В то время как Мертенс бесцельно фланирует по берлинским улицам, наблюдая за руинами Германии и всё больше погружаясь в пространство травмы, Сюзанна почти всё время остается в квартире, пытаясь наладить быт: наводит порядок, достает у местного лавочника посуду и чистые скатерти. В то время как Мертенс не может снова лечить людей, разочаровавшись в своей профессии, Сюзанна уже нашла работу: ее первый заказ — плакат «Берегите детей». Самая интересная метафора восстановления и преодоления прошлого заключается в том, как герои заделывают разбитые окна в доме — с помощью рентгеновских снимков с операций Мертенса. Так высвечиваются истории болезней его пациентов, а через это — смутное прошлое героя, которое теперь ложится в основание домашнего уюта.

Дисциплина, продуктивность, «одомашненность» и наличие цели становятся ключом к заветному порядку. Женщина является носительницей этих категорий.

Сюзанна возвращает Мертенса от посттравматического синдрома — к работе, к лечению, с улицы — к домашнему очагу и к норме.

От отчаянных шатаний фланера к стремительному бодрому шагу пешехода, который направляется к дому, — такой путь проходит зритель вместе с героями «Убийц».

Сюзанна также останавливает порочный круг насилия и мести, уберегая Мертенса от убийства нацистского капитана. Так морально невинная женщина стирает следы войны и облегчает мучительные процессы памяти. С одной стороны, женщина в послевоенном пространстве наделяется большей силой и стойкостью, чем мужчины, с другой — процесс восстановления происходит через возвращение к традиционным гендерным ролям.

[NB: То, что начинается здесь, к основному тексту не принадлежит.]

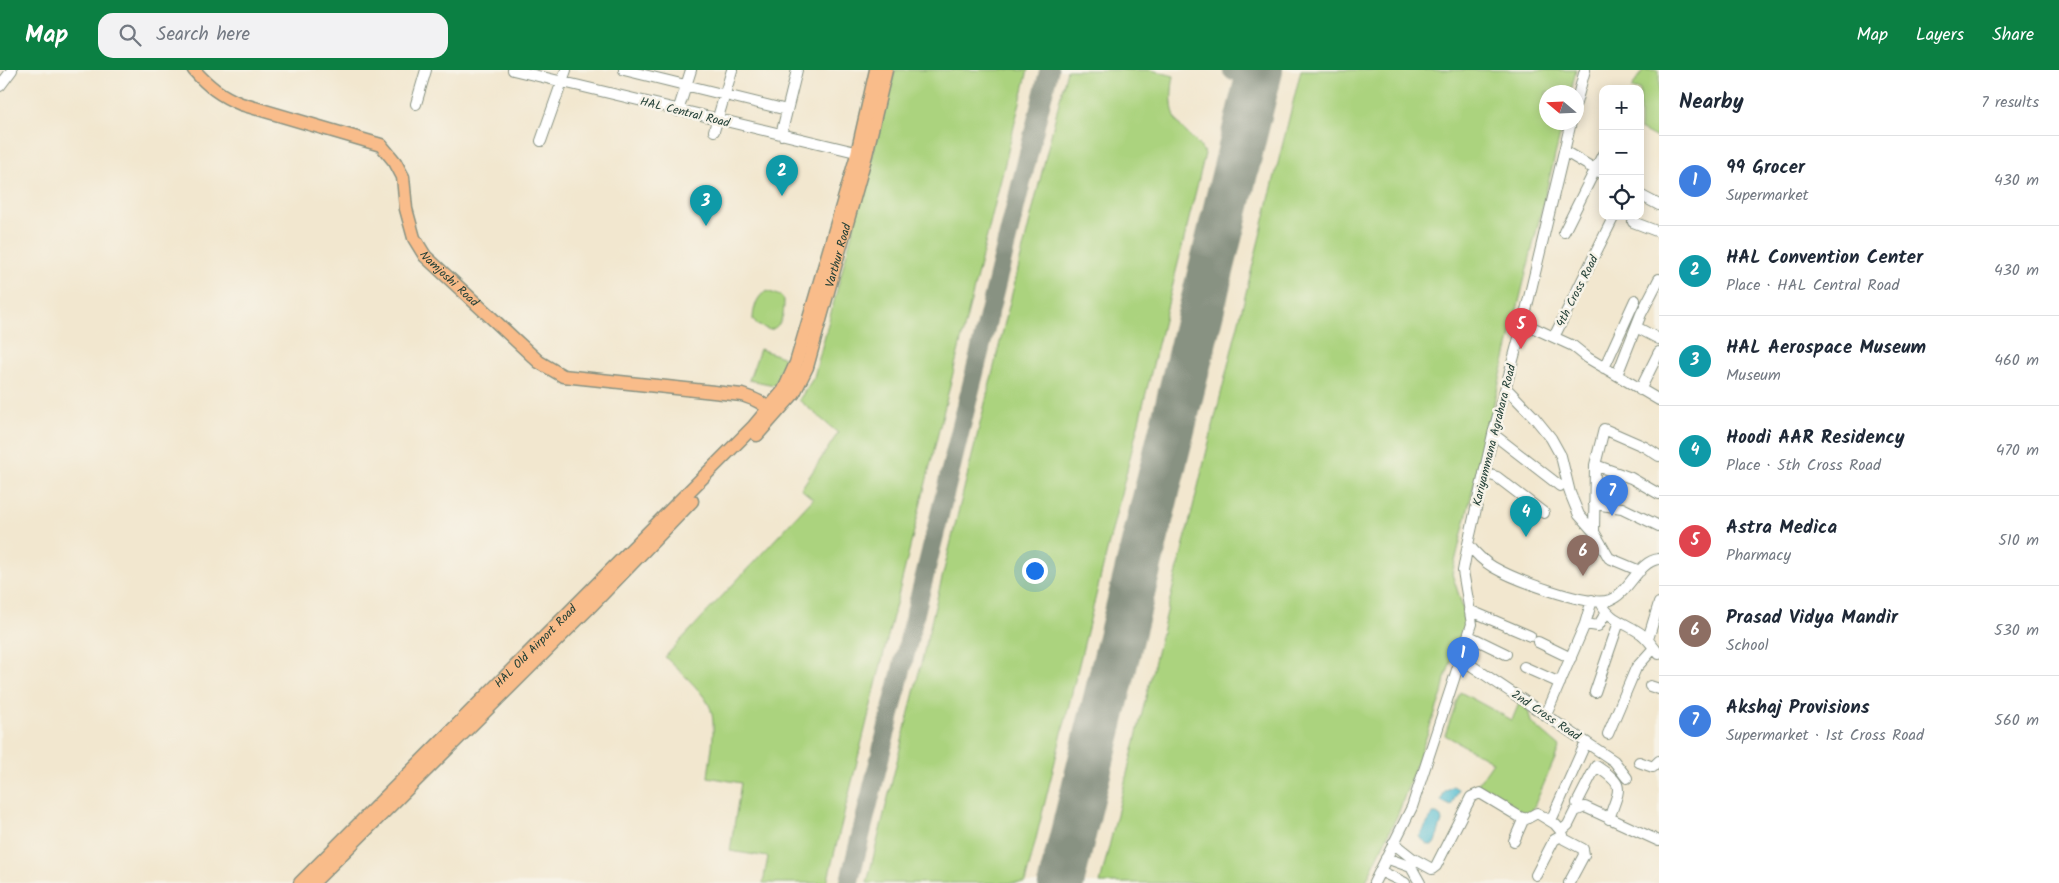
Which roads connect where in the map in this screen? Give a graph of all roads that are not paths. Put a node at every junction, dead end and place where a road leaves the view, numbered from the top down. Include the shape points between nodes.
1 (12, 70) edge
2 (194, 70) edge
3 (426, 70) edge
4 (566, 70) edge
5 (624, 70) edge
6 (691, 70) edge
7 (732, 70) edge
8 (797, 70) edge
9 (876, 70) edge
10 (886, 70) edge
11 (1585, 70) edge
12 (518, 71) edge
13 (650, 73) edge
14 (562, 82) junction
15 (687, 85) junction
16 (1581, 85) edge
17 (0, 86) edge
18 (726, 95) junction
19 (416, 104) dead end
20 (787, 110) junction
21 (678, 111) junction
22 (718, 120) junction
23 (1569, 130) edge
24 (714, 131) dead end
25 (781, 135) junction
26 (542, 141) dead end
27 (1564, 151) junction
28 (861, 154) junction
29 (1599, 172) edge
30 (1644, 197) edge
31 (1659, 204) edge
32 (1612, 220) edge
33 (1633, 222) dead end
34 (1564, 232) dead end
35 (1659, 232) edge
36 (1659, 279) edge
37 (1656, 292) edge
38 (1636, 300) dead end
39 (1523, 323) junction
40 (1636, 327) junction
41 (1554, 337) junction
42 (1659, 339) edge
43 (1659, 352) edge
44 (1604, 368) junction
45 (1617, 375) junction
46 (1506, 388) junction
47 (1640, 390) junction
48 (1659, 400) edge
49 (772, 412) junction
50 (764, 427) joint
51 (1493, 434) junction
52 (1659, 456) edge
53 (1595, 465) junction
54 (1484, 473) junction
55 (1560, 486) dead end
56 (1659, 494) edge
57 (1594, 504) junction
58 (1544, 513) dead end
59 (1659, 526) edge
60 (1594, 532) junction
61 (1468, 544) junction
62 (1658, 558) edge
63 (1640, 571) junction
64 (1596, 601) junction
65 (1659, 603) edge
66 (1469, 610) junction
67 (1606, 613) junction
68 (1619, 622) junction
69 (1585, 624) junction
70 (1468, 636) junction
71 (1654, 647) edge
72 (1506, 654) dead end
73 (1460, 658) junction
74 (1571, 658) junction
75 (1524, 667) dead end
76 (1560, 683) junction
77 (1595, 692) dead end
78 (1546, 715) junction
79 (1608, 734) dead end
80 (1586, 742) junction
81 (1659, 761) edge
82 (1639, 762) dead end
83 (1627, 778) dead end
84 (1578, 808) junction
85 (1553, 816) dead end
86 (1524, 818) junction
87 (1609, 819) junction
88 (1562, 833) junction
89 (1514, 841) dead end
90 (1659, 841) edge
91 (1393, 843) junction
92 (1386, 858) junction
93 (1414, 864) junction
94 (1536, 875) dead end
95 (1378, 879) edge
96 (1572, 882) edge
97 (300, 883) edge
98 (313, 883) edge
99 (1406, 883) edge
100 (1420, 883) edge

1 - 17 street
2 - 49 main road, Namjoshi Road via 207,85 228,99 381,145 403,177 406,209 414,238 425,256 549,369 563,376 742,395 756,399
3 - 19 street
4 - 14 street
5 - 13 street
6 - 15 street
7 - 18 street
8 - 20 street
9 - 28 main road, Varthur Road
10 - 28 main road, Varthur Road
11 - 16 street
12 - 14 street, HAL Central Road
13 - 15 street
14 - 21 street, HAL Central Road
14 - 26 street
15 - 18 street
15 - 21 street
18 - 20 street
18 - 22 street
20 - 25 street
21 - 22 street, HAL Central Road
22 - 24 street
22 - 25 street, HAL Central Road
23 - 27 street, Kariyammana Agrahara Road
25 - 28 street, HAL Central Road
27 - 29 street
27 - 39 street, Kariyammana Agrahara Road
28 - 49 main road, Varthur Road via 796,363
29 - 34 street
30 - 31 street
32 - 41 street, 4th Cross Road
33 - 35 street
36 - 37 street
37 - 40 street
38 - 44 street
39 - 41 street
39 - 46 street, Kariyammana Agrahara Road
40 - 42 street
40 - 45 street
41 - 44 street, 4th Cross Road via 1574,346
43 - 47 street
44 - 45 street, 4th Cross Road
45 - 47 street, 4th Cross Road
46 - 51 street, Kariyammana Agrahara Road
46 - 60 street via 1551,438 1561,456 1579,515
47 - 48 street, 4th Cross Road
49 - 50 main road, Varthur Road
49 - 97 main road, HAL Old Airport Road via 746,434
50 - 98 main road, HAL Old Airport Road via 592,605
51 - 54 street, Kariyammana Agrahara Road
51 - 55 street
52 - 53 street via 1604,429
53 - 56 street via 1631,478
53 - 57 street
54 - 58 street via 1497,478
54 - 61 street, Kariyammana Agrahara Road
57 - 59 street via 1622,508
57 - 60 street
60 - 63 street via 1609,558
61 - 64 street via 1493,567 1533,586
61 - 66 street, Kariyammana Agrahara Road via 1463,571
62 - 63 street
63 - 64 street via 1612,600
64 - 67 street
64 - 69 street
65 - 71 street
66 - 70 street, Kariyammana Agrahara Road via 1472,624
66 - 74 street
67 - 68 street
67 - 69 street via 1598,626
68 - 71 street via 1638,631
68 - 77 street
69 - 74 street
70 - 72 street
70 - 73 street, Kariyammana Agrahara Road
71 - 79 street via 1636,668
73 - 78 street, 2nd Cross Road
73 - 91 street, Kariyammana Agrahara Road via 1412,806
74 - 76 street
75 - 76 street
76 - 78 street
78 - 80 street, 2nd Cross Road
80 - 83 street, 2nd Cross Road via 1614,761
80 - 85 street
81 - 82 street via 1653,767
84 - 87 street
84 - 87 street via 1576,803 1596,766 1616,779 1619,789
84 - 88 street
86 - 88 street via 1537,813 1555,824
86 - 89 street
86 - 93 street via 1480,793 1474,794 1436,866 1432,869
87 - 90 street
88 - 94 street via 1554,840
88 - 96 street via 1564,839 1583,849 1584,855
91 - 92 street, Kariyammana Agrahara Road
91 - 93 street
92 - 93 street
92 - 95 street, Kariyammana Agrahara Road
93 - 100 street
95 - 99 street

В 1949-м разделом Германии заканчиваются нулевые годы, как и возможность снимать критическое кино. Ведущая кинокомпания ГДР DEFA, на чьей студии и создавались «Убийцы среди нас», полностью переходит под жесткий контроль местных органов власти, в том числе Социалистической партии (СЕПГ). В Западной Германии предпочтение отдают эскапистскому жанру «хайматфильм» (с нем. «фильм о родине»), воплотившему в себе желание немцев отрешиться от фашистского прошлого, обратившись к прошлому романтическому. Критическое высказывание, в том числе о вине и войне, вернется в кино только с появлением Оберхаузенского манифеста и новой немецкой волны в лице известных режиссеров: Клюге, Фассбиндера, Херцога, Вендерса, Шретера, Шлендорфа, Оттингер и других.